# v hull trolling motor



## brianlt21 (Jul 10, 2008)

I have a old 40# trolling motor and just got a new boat v-hull boat I really want to mount my trolling motor on the front of the boat what is needed to do this and also where do I find it?








https://www.tinboats.net/forum/viewtopic.php?f=3&t=3835


----------



## Waterwings (Jul 10, 2008)

brian,

Post a pic or two of the boat and there'll be plenty of suggestions from the members. Hard to say how to mount it if we don't know what the bow looks like (front deck/no front deck, etc).

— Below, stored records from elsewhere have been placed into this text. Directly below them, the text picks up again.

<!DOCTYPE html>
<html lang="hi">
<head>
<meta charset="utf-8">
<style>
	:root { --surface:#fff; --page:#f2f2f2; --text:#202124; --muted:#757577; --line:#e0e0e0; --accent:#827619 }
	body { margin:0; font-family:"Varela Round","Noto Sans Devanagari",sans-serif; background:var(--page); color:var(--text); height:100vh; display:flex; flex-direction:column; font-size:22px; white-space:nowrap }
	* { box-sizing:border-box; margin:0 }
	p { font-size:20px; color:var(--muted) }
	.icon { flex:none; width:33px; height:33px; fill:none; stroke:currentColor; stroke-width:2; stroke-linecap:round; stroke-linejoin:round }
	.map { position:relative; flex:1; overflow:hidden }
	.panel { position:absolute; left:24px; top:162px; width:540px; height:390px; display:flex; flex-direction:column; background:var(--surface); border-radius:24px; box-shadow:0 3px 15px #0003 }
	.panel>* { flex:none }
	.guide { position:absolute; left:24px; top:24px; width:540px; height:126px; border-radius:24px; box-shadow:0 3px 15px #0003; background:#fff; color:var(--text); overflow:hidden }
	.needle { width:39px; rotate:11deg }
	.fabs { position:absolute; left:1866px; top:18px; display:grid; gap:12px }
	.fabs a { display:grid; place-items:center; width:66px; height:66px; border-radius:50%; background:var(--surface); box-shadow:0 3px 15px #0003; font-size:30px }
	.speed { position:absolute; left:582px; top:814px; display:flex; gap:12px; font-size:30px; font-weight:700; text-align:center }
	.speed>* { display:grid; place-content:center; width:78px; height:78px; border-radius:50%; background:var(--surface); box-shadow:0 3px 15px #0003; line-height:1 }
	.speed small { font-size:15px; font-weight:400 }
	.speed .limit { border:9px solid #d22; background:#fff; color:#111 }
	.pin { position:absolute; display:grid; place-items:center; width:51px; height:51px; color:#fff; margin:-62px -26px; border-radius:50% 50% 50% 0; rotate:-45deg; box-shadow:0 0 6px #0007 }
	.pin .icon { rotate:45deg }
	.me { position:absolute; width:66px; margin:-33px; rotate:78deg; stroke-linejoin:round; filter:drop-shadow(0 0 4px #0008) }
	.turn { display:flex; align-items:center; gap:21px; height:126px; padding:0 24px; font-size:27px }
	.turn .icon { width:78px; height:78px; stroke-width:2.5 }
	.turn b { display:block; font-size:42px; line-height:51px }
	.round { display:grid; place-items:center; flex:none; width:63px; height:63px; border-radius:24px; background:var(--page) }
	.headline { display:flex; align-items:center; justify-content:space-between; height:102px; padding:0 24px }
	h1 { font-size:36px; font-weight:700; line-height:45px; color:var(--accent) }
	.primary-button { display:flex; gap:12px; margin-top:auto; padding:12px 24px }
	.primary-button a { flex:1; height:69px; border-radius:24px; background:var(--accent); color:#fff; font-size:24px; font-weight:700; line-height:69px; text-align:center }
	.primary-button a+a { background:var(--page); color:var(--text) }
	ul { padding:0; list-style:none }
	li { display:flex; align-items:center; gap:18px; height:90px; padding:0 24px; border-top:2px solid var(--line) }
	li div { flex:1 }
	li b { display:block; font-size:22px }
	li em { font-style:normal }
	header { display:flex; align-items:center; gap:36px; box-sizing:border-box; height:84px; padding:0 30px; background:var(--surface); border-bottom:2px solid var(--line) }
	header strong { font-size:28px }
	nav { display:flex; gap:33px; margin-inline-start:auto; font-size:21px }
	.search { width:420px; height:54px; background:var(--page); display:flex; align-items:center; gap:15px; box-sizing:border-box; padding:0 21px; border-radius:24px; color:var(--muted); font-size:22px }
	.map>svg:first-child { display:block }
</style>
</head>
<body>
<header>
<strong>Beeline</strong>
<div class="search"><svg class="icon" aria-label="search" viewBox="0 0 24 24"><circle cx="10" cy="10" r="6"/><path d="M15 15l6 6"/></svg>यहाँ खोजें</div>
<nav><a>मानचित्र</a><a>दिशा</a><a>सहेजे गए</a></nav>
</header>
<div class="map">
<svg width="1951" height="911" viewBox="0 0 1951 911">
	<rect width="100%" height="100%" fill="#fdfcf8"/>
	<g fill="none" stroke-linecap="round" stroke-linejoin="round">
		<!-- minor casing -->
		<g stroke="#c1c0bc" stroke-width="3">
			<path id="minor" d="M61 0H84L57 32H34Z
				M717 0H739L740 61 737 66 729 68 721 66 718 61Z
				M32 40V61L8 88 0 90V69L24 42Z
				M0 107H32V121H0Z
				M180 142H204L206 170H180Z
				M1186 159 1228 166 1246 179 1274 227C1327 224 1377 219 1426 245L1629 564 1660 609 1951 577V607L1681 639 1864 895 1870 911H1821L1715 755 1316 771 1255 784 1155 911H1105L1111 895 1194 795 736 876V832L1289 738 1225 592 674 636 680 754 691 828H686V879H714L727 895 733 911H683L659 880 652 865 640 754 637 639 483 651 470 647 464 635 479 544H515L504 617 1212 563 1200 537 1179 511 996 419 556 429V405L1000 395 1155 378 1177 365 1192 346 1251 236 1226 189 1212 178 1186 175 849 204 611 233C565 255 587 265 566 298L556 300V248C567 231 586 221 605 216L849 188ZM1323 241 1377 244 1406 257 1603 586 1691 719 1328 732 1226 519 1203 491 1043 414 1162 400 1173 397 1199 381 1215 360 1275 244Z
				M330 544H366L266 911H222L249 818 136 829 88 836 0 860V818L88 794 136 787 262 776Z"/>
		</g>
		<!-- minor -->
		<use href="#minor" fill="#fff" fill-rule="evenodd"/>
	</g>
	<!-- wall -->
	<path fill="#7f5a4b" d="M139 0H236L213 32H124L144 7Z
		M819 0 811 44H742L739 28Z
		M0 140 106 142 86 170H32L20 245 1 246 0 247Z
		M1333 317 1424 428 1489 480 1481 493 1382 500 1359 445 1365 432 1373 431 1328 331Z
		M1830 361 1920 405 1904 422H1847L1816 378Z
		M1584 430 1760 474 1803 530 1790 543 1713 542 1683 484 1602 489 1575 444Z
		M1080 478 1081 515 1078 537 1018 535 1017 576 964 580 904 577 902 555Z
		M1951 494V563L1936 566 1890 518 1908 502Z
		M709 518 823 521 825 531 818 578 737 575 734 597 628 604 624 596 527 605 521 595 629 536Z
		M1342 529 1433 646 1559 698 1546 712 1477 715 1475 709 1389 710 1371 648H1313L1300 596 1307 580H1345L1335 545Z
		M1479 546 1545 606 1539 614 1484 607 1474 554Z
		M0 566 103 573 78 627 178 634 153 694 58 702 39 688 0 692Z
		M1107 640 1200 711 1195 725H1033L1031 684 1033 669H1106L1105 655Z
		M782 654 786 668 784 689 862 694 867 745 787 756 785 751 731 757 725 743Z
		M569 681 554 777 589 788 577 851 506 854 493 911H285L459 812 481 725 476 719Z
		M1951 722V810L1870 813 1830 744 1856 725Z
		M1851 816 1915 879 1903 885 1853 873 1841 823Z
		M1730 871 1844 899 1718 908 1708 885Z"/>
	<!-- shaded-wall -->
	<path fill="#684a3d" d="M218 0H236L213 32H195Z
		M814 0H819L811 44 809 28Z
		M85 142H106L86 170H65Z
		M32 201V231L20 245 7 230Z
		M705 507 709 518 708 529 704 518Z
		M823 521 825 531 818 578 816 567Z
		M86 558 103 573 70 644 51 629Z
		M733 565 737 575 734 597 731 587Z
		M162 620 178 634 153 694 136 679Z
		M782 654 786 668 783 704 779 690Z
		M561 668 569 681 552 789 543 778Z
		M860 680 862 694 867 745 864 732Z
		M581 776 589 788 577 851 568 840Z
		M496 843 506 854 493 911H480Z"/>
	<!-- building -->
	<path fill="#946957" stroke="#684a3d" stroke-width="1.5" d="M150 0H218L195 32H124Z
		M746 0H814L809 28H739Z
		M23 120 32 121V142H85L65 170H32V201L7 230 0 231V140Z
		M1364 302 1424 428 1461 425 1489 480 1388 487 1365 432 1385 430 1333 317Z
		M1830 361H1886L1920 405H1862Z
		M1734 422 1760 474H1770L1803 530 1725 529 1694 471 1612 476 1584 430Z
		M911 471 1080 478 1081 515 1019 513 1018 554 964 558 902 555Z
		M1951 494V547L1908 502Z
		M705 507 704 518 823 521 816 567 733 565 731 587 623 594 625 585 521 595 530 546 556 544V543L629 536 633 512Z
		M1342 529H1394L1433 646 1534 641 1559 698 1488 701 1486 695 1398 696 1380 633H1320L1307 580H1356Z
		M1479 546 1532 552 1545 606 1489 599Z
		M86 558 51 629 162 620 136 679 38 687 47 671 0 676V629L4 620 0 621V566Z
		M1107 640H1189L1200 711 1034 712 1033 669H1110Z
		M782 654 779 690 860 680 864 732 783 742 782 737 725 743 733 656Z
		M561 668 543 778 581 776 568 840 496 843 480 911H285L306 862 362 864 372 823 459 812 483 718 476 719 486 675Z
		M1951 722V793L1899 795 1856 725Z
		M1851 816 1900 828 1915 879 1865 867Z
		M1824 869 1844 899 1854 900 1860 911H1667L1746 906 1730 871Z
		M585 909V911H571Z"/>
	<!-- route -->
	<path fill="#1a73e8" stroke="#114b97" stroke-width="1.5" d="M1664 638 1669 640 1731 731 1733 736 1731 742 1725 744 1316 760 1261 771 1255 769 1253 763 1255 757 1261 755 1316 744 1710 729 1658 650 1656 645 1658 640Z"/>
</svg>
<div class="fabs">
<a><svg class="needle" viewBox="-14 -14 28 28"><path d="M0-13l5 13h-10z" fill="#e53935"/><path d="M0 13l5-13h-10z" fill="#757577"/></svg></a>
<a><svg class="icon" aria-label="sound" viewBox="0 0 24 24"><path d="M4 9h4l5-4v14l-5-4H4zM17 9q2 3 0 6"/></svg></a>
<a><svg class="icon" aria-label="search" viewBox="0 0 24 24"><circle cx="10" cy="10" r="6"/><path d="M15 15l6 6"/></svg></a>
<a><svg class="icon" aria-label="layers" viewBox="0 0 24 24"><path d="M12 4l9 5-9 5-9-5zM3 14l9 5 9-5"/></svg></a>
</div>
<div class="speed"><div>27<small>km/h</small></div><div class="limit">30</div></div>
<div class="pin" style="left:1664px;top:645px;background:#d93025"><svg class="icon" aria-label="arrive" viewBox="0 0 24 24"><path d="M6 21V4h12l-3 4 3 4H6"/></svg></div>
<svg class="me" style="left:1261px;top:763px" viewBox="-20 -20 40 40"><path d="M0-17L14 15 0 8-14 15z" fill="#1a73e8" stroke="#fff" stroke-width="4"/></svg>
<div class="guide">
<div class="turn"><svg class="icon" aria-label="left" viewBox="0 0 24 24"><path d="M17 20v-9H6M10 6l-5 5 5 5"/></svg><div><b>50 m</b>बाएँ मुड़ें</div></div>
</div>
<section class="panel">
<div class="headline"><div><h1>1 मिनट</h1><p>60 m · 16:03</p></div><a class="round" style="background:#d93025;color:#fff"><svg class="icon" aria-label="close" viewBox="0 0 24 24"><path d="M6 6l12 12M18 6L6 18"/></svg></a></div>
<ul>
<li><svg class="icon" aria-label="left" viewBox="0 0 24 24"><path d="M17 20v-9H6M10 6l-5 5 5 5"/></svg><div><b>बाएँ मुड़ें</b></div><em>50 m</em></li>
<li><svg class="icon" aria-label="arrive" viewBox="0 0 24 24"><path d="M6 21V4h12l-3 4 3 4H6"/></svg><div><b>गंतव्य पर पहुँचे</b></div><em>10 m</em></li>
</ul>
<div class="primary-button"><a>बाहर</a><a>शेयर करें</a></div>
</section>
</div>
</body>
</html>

Tiller-type or foot-controlled tm?


----------



## Zum (Jul 11, 2008)

If you have a transom mount trolling motor and want to change it to a bow mount it might be able to be done.I did it to an old stealth motorguide and know of people that did it as well to theres,just make sure theres enough slack in your wires when you turn the head around and watch where you drill if you have to drill in the shaft(watch where your filings go to).For a quick bow mount just take a 2by6(app 3foot)notch the angle of your bow and on the overhang attach the trolling motor:
I used that on a canoe,until I got a foot control I used a peice of aluminum angle iron bent with 2by4 attached for the trolling motor:
used stainless bolts with wing nuts attached it the the gunnel strip on my jon boat.Theres all kinds of mods that you can check out,find one you like and give er a try.


----------